● **Records supplied**:
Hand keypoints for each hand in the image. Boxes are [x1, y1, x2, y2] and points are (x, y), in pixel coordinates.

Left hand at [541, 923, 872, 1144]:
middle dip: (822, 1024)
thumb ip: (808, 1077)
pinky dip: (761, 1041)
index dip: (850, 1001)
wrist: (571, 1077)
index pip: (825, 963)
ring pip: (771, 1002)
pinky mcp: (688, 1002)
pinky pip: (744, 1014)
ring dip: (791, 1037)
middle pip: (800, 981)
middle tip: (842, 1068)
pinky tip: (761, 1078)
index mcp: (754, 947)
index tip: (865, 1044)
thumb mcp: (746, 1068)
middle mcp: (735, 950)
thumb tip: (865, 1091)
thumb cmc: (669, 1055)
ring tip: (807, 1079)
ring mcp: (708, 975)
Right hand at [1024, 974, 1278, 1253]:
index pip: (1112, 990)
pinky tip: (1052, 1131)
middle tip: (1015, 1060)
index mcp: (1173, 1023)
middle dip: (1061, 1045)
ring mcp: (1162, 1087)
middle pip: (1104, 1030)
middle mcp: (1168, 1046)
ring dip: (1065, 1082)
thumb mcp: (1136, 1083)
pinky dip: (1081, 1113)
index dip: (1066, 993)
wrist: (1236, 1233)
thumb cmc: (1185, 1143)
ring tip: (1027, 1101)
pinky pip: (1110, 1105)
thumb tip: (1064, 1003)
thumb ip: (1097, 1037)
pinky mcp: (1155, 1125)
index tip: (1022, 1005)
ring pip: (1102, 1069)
--
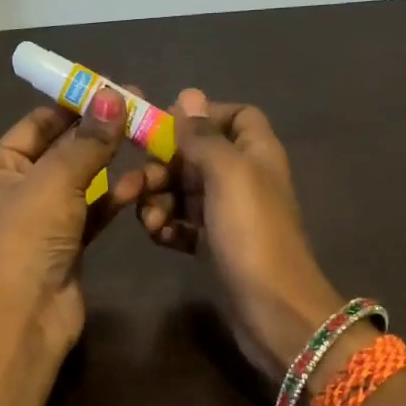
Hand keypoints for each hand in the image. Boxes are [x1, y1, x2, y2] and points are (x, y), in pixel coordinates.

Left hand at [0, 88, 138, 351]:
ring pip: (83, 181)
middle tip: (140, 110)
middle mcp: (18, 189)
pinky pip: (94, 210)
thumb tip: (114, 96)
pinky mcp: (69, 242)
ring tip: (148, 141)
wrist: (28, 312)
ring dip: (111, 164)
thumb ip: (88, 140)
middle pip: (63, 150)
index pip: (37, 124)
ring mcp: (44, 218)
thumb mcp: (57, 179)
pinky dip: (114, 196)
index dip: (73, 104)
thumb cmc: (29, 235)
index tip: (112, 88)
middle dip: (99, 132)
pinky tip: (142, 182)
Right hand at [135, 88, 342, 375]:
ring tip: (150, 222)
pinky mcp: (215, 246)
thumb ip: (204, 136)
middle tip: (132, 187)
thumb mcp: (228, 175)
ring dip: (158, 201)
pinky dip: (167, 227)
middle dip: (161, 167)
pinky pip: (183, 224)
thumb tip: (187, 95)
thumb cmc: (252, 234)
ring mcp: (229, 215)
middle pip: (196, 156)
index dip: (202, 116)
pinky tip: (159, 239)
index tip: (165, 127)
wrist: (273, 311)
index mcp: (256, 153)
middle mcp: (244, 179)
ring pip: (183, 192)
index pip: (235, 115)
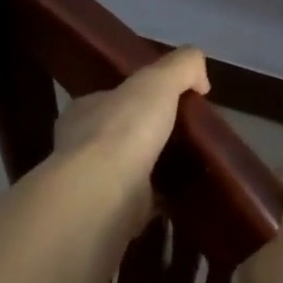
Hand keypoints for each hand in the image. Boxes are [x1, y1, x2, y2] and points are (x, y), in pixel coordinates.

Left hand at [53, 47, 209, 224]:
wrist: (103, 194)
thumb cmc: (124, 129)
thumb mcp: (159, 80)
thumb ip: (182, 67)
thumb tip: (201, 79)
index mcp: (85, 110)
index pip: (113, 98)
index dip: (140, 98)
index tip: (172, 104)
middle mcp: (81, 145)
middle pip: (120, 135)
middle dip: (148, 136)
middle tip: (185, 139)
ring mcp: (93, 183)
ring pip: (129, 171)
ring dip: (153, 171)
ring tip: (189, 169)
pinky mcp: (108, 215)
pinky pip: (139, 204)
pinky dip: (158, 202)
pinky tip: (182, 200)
---
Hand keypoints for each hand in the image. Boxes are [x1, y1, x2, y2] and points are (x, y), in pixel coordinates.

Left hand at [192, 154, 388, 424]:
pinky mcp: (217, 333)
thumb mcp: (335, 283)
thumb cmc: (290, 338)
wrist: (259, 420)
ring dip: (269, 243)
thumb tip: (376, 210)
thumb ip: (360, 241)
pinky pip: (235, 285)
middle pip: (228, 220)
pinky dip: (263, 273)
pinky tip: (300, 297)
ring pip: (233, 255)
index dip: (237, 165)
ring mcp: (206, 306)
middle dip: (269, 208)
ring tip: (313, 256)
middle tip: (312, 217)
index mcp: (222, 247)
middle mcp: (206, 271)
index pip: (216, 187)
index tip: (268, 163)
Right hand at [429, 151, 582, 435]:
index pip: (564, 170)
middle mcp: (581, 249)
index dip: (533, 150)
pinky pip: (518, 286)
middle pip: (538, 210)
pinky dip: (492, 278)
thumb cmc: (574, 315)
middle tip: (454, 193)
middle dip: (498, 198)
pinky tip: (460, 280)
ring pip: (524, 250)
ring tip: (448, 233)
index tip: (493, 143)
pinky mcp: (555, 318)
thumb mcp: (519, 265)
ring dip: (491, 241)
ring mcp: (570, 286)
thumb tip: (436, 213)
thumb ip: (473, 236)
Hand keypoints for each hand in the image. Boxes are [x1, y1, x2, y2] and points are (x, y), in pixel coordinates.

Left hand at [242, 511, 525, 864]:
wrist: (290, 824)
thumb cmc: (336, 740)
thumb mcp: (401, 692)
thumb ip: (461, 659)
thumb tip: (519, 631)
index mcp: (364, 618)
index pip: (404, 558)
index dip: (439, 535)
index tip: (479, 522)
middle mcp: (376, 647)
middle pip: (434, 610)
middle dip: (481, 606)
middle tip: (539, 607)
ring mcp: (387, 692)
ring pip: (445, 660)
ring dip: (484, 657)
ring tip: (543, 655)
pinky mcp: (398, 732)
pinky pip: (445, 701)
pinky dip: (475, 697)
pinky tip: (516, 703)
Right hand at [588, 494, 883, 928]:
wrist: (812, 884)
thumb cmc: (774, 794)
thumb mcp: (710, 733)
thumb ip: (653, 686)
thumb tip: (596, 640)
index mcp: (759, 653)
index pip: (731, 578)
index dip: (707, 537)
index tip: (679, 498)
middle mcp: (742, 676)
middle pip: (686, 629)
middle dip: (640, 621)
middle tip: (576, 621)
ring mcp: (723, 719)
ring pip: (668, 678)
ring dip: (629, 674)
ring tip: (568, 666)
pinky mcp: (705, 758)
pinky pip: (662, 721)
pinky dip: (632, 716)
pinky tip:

● **Problem statement**: Return all lines from the data above with "Right" in them.

● **Finished task**:
Right hand at [1024, 974, 1278, 1253]:
Right hand at [135, 88, 342, 375]:
Right hand at [429, 151, 582, 435]:
Right hand at [588, 494, 883, 928]:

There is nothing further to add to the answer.